§ HOW TO COMPLETE THIS TASK:
Would you restate each line of the data below word for word, without its pictures?

Saved data entries:
# # # #

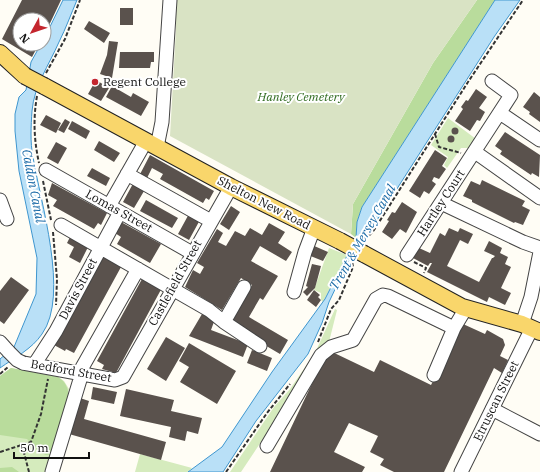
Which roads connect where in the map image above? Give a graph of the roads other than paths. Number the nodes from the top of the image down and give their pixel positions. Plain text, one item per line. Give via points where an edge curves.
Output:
1 (170, 0) edge
2 (0, 53) edge
3 (0, 68) edge
4 (25, 76) junction
5 (492, 81) dead end
6 (500, 113) junction
7 (540, 140) edge
8 (152, 144) junction
9 (472, 155) junction
10 (43, 172) road end
11 (127, 174) junction
12 (231, 187) junction
13 (540, 198) edge
14 (0, 200) edge
15 (441, 203) junction
16 (114, 209) junction
17 (7, 218) dead end
18 (211, 221) junction
19 (55, 225) road end
20 (314, 228) junction
21 (100, 247) junction
22 (540, 248) edge
23 (540, 252) edge
24 (192, 253) junction
25 (407, 255) dead end
26 (138, 269) junction
27 (244, 287) dead end
28 (173, 289) junction
29 (294, 292) dead end
30 (466, 308) junction
31 (224, 322) junction
32 (454, 328) junction
33 (531, 329) edge
34 (0, 342) edge
35 (260, 346) dead end
36 (24, 364) junction
37 (80, 373) junction
38 (434, 375) dead end
39 (119, 379) joint
40 (492, 409) junction
41 (540, 434) edge
42 (267, 446) dead end
43 (52, 472) edge
44 (461, 472) edge

1 - 8 street, Davis Street via 162,122
2 - 4 main road, Shelton New Road
3 - 4 main road
4 - 8 main road, Shelton New Road, bridge
5 - 6 street, Hartley Court via 511,95
6 - 7 street
6 - 9 street, Hartley Court
8 - 11 street, Davis Street
8 - 12 main road, Shelton New Road
9 - 13 street
9 - 15 street, Hartley Court
10 - 16 street, Lomas Street
11 - 16 street, Davis Street
11 - 18 street
12 - 18 street, Castlefield Street
12 - 20 main road, Shelton New Road
14 - 17 street
15 - 22 street
15 - 25 street, Hartley Court
16 - 21 street, Davis Street
16 - 24 street, Lomas Street
18 - 24 street, Castlefield Street
19 - 21 street
20 - 29 street
20 - 30 main road, Shelton New Road, bridge via 361,250
21 - 26 street
21 - 36 street, Davis Street via 56,331
23 - 33 street, Etruscan Street via 530,297
24 - 28 street, Castlefield Street
26 - 28 street
26 - 37 street
27 - 31 street
28 - 31 street
28 - 39 street, Castlefield Street via 123,377
30 - 32 street
30 - 33 main road, Shelton New Road
31 - 35 street
32 - 38 street
32 - 42 street via 388,296 383,295 376,299 353,340 331,347 321,355
33 - 40 street, Etruscan Street
34 - 36 street, bridge
36 - 37 street, Bedford Street
37 - 39 street, Bedford Street
37 - 43 street
40 - 41 street
40 - 44 street, Etruscan Street

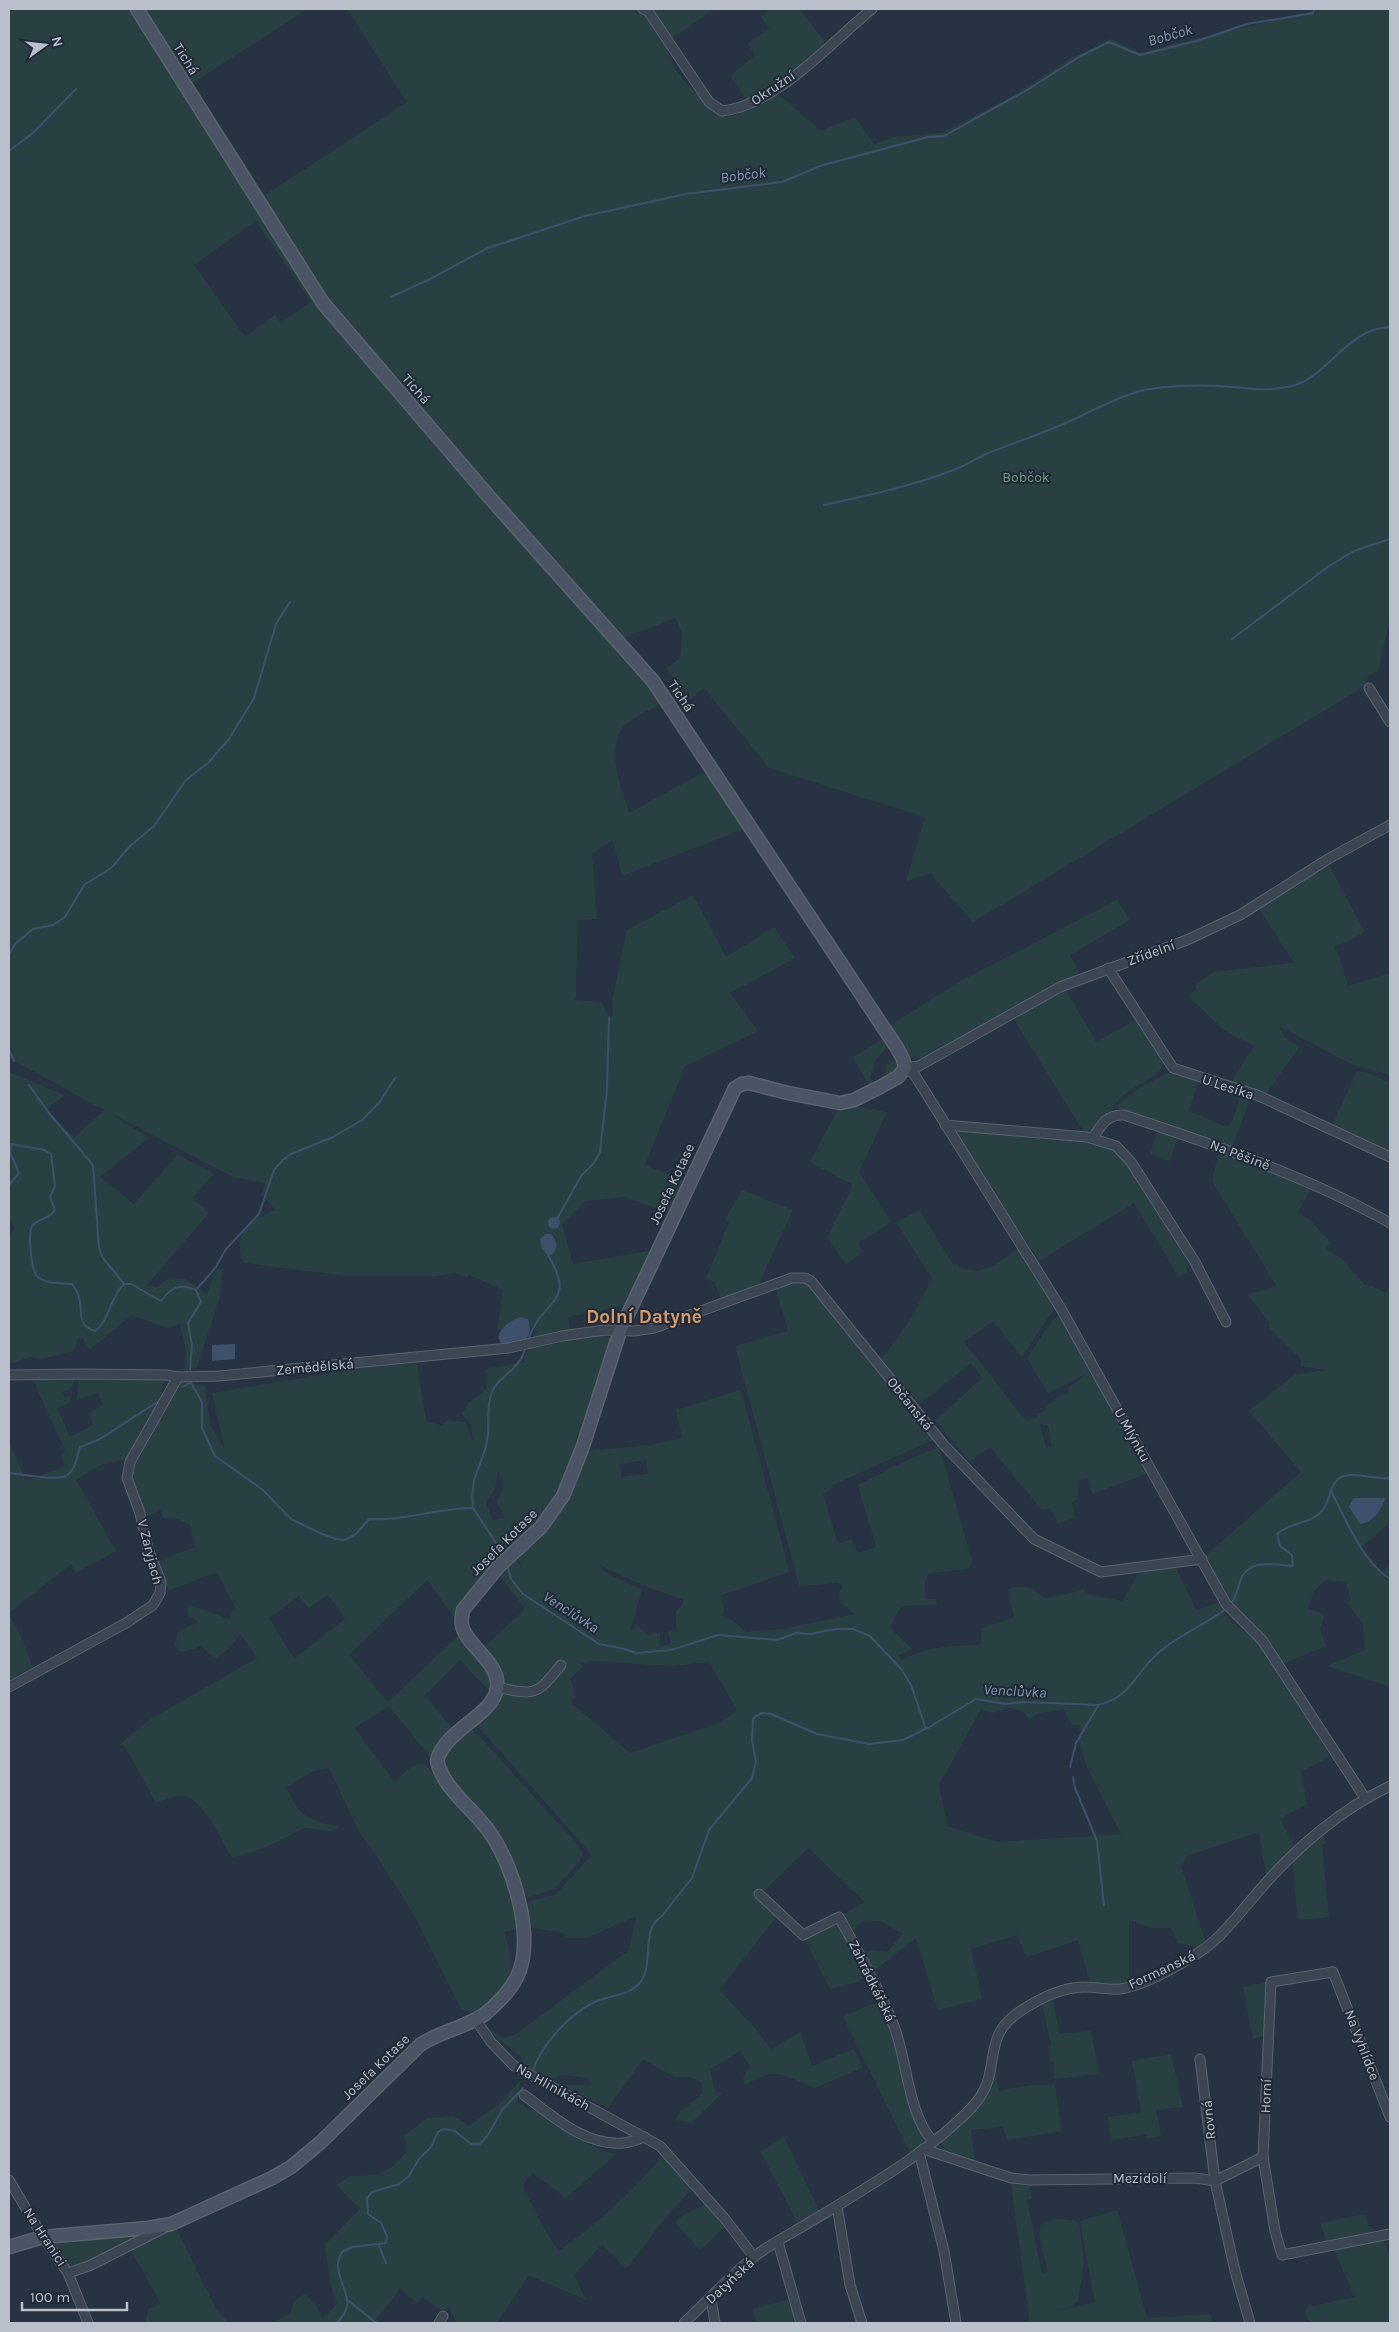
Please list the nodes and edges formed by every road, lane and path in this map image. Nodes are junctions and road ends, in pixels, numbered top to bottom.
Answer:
1 (137, 9) edge
2 (643, 9) edge
3 (872, 9) edge
4 (1369, 688) dead end
5 (1390, 722) edge
6 (1390, 825) edge
7 (1108, 968) junction
8 (904, 1068) junction
9 (945, 1125) junction
10 (1093, 1138) junction
11 (1390, 1157) edge
12 (1390, 1223) edge
13 (1226, 1322) dead end
14 (620, 1331) junction
15 (9, 1375) edge
16 (178, 1377) junction
17 (1202, 1558) junction
18 (561, 1665) dead end
19 (9, 1687) edge
20 (497, 1687) junction
21 (1390, 1786) edge
22 (1365, 1798) junction
23 (759, 1894) dead end
24 (1271, 1982) joint
25 (476, 2020) junction
26 (1200, 2059) dead end
27 (524, 2095) dead end
28 (1390, 2117) edge
29 (645, 2137) junction
30 (933, 2141) junction
31 (921, 2150) junction
32 (1263, 2157) junction
33 (9, 2180) edge
34 (1215, 2181) junction
35 (837, 2206) junction
36 (171, 2224) junction
37 (1390, 2234) edge
38 (43, 2237) junction
39 (778, 2242) junction
40 (9, 2246) edge
41 (754, 2257) junction
42 (68, 2273) junction
43 (711, 2298) junction
44 (88, 2323) edge
45 (684, 2323) edge
46 (715, 2323) edge
47 (800, 2323) edge
48 (862, 2323) edge
49 (956, 2323) edge
50 (1250, 2323) edge

1 - 8 street, Tichá
2 - 3 street, Okružní
4 - 5 street
6 - 7 street, Zřídelní
7 - 8 street, Zřídelní
7 - 11 street, U Lesíka
8 - 9 street, U Mlýnku
8 - 14 street, Josefa Kotase
9 - 10 street
9 - 17 street, U Mlýnku
10 - 12 street, Na Pěšině
10 - 13 street
14 - 16 street, Zemědělská
14 - 17 street, Občanská
14 - 20 street, Josefa Kotase
15 - 16 street, Zemědělská
16 - 19 street, V Zaryjach
17 - 22 street, U Mlýnku
18 - 20 street
20 - 25 street, Josefa Kotase
21 - 22 street, Formanská
22 - 30 street, Formanská
23 - 30 street, Zahrádkářská
24 - 28 street, Na Vyhlídce
24 - 32 street, Horní
25 - 29 street, Na Hlinikách
25 - 36 street, Josefa Kotase
26 - 34 street, Rovná
27 - 29 street, Na Hlinikách
29 - 41 street, Na Hlinikách
30 - 31 street, Formanská
31 - 34 street, Mezidolí
31 - 35 street, Datyňská
31 - 49 street
32 - 34 street
32 - 37 street, Horní
33 - 38 street, Na Hranici
34 - 50 street
35 - 39 street, Datyňská
35 - 48 street
36 - 38 street, Josefa Kotase
36 - 42 street
38 - 40 street, Josefa Kotase
38 - 42 street, Na Hranici
39 - 41 street, Datyňská
39 - 47 street
41 - 43 street, Datyňská
42 - 44 street, Na Hranici
43 - 45 street, Datyňská
43 - 46 street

# # # #

§ EXPECTED ANSWER:
Which roads connect where in the map image above? Give a graph of the roads other than paths. Number the nodes from the top of the image down and give their pixel positions. Plain text, one item per line. Give via points where an edge curves.
Output:
1 (170, 0) edge
2 (0, 53) edge
3 (0, 68) edge
4 (25, 76) junction
5 (492, 81) dead end
6 (500, 113) junction
7 (540, 140) edge
8 (152, 144) junction
9 (472, 155) junction
10 (43, 172) road end
11 (127, 174) junction
12 (231, 187) junction
13 (540, 198) edge
14 (0, 200) edge
15 (441, 203) junction
16 (114, 209) junction
17 (7, 218) dead end
18 (211, 221) junction
19 (55, 225) road end
20 (314, 228) junction
21 (100, 247) junction
22 (540, 248) edge
23 (540, 252) edge
24 (192, 253) junction
25 (407, 255) dead end
26 (138, 269) junction
27 (244, 287) dead end
28 (173, 289) junction
29 (294, 292) dead end
30 (466, 308) junction
31 (224, 322) junction
32 (454, 328) junction
33 (531, 329) edge
34 (0, 342) edge
35 (260, 346) dead end
36 (24, 364) junction
37 (80, 373) junction
38 (434, 375) dead end
39 (119, 379) joint
40 (492, 409) junction
41 (540, 434) edge
42 (267, 446) dead end
43 (52, 472) edge
44 (461, 472) edge

1 - 8 street, Davis Street via 162,122
2 - 4 main road, Shelton New Road
3 - 4 main road
4 - 8 main road, Shelton New Road, bridge
5 - 6 street, Hartley Court via 511,95
6 - 7 street
6 - 9 street, Hartley Court
8 - 11 street, Davis Street
8 - 12 main road, Shelton New Road
9 - 13 street
9 - 15 street, Hartley Court
10 - 16 street, Lomas Street
11 - 16 street, Davis Street
11 - 18 street
12 - 18 street, Castlefield Street
12 - 20 main road, Shelton New Road
14 - 17 street
15 - 22 street
15 - 25 street, Hartley Court
16 - 21 street, Davis Street
16 - 24 street, Lomas Street
18 - 24 street, Castlefield Street
19 - 21 street
20 - 29 street
20 - 30 main road, Shelton New Road, bridge via 361,250
21 - 26 street
21 - 36 street, Davis Street via 56,331
23 - 33 street, Etruscan Street via 530,297
24 - 28 street, Castlefield Street
26 - 28 street
26 - 37 street
27 - 31 street
28 - 31 street
28 - 39 street, Castlefield Street via 123,377
30 - 32 street
30 - 33 main road, Shelton New Road
31 - 35 street
32 - 38 street
32 - 42 street via 388,296 383,295 376,299 353,340 331,347 321,355
33 - 40 street, Etruscan Street
34 - 36 street, bridge
36 - 37 street, Bedford Street
37 - 39 street, Bedford Street
37 - 43 street
40 - 41 street
40 - 44 street, Etruscan Street

Please list the nodes and edges formed by every road, lane and path in this map image. Nodes are junctions and road ends, in pixels, numbered top to bottom.
Answer:
1 (137, 9) edge
2 (643, 9) edge
3 (872, 9) edge
4 (1369, 688) dead end
5 (1390, 722) edge
6 (1390, 825) edge
7 (1108, 968) junction
8 (904, 1068) junction
9 (945, 1125) junction
10 (1093, 1138) junction
11 (1390, 1157) edge
12 (1390, 1223) edge
13 (1226, 1322) dead end
14 (620, 1331) junction
15 (9, 1375) edge
16 (178, 1377) junction
17 (1202, 1558) junction
18 (561, 1665) dead end
19 (9, 1687) edge
20 (497, 1687) junction
21 (1390, 1786) edge
22 (1365, 1798) junction
23 (759, 1894) dead end
24 (1271, 1982) joint
25 (476, 2020) junction
26 (1200, 2059) dead end
27 (524, 2095) dead end
28 (1390, 2117) edge
29 (645, 2137) junction
30 (933, 2141) junction
31 (921, 2150) junction
32 (1263, 2157) junction
33 (9, 2180) edge
34 (1215, 2181) junction
35 (837, 2206) junction
36 (171, 2224) junction
37 (1390, 2234) edge
38 (43, 2237) junction
39 (778, 2242) junction
40 (9, 2246) edge
41 (754, 2257) junction
42 (68, 2273) junction
43 (711, 2298) junction
44 (88, 2323) edge
45 (684, 2323) edge
46 (715, 2323) edge
47 (800, 2323) edge
48 (862, 2323) edge
49 (956, 2323) edge
50 (1250, 2323) edge

1 - 8 street, Tichá
2 - 3 street, Okružní
4 - 5 street
6 - 7 street, Zřídelní
7 - 8 street, Zřídelní
7 - 11 street, U Lesíka
8 - 9 street, U Mlýnku
8 - 14 street, Josefa Kotase
9 - 10 street
9 - 17 street, U Mlýnku
10 - 12 street, Na Pěšině
10 - 13 street
14 - 16 street, Zemědělská
14 - 17 street, Občanská
14 - 20 street, Josefa Kotase
15 - 16 street, Zemědělská
16 - 19 street, V Zaryjach
17 - 22 street, U Mlýnku
18 - 20 street
20 - 25 street, Josefa Kotase
21 - 22 street, Formanská
22 - 30 street, Formanská
23 - 30 street, Zahrádkářská
24 - 28 street, Na Vyhlídce
24 - 32 street, Horní
25 - 29 street, Na Hlinikách
25 - 36 street, Josefa Kotase
26 - 34 street, Rovná
27 - 29 street, Na Hlinikách
29 - 41 street, Na Hlinikách
30 - 31 street, Formanská
31 - 34 street, Mezidolí
31 - 35 street, Datyňská
31 - 49 street
32 - 34 street
32 - 37 street, Horní
33 - 38 street, Na Hranici
34 - 50 street
35 - 39 street, Datyňská
35 - 48 street
36 - 38 street, Josefa Kotase
36 - 42 street
38 - 40 street, Josefa Kotase
38 - 42 street, Na Hranici
39 - 41 street, Datyňská
39 - 47 street
41 - 43 street, Datyňská
42 - 44 street, Na Hranici
43 - 45 street, Datyňská
43 - 46 street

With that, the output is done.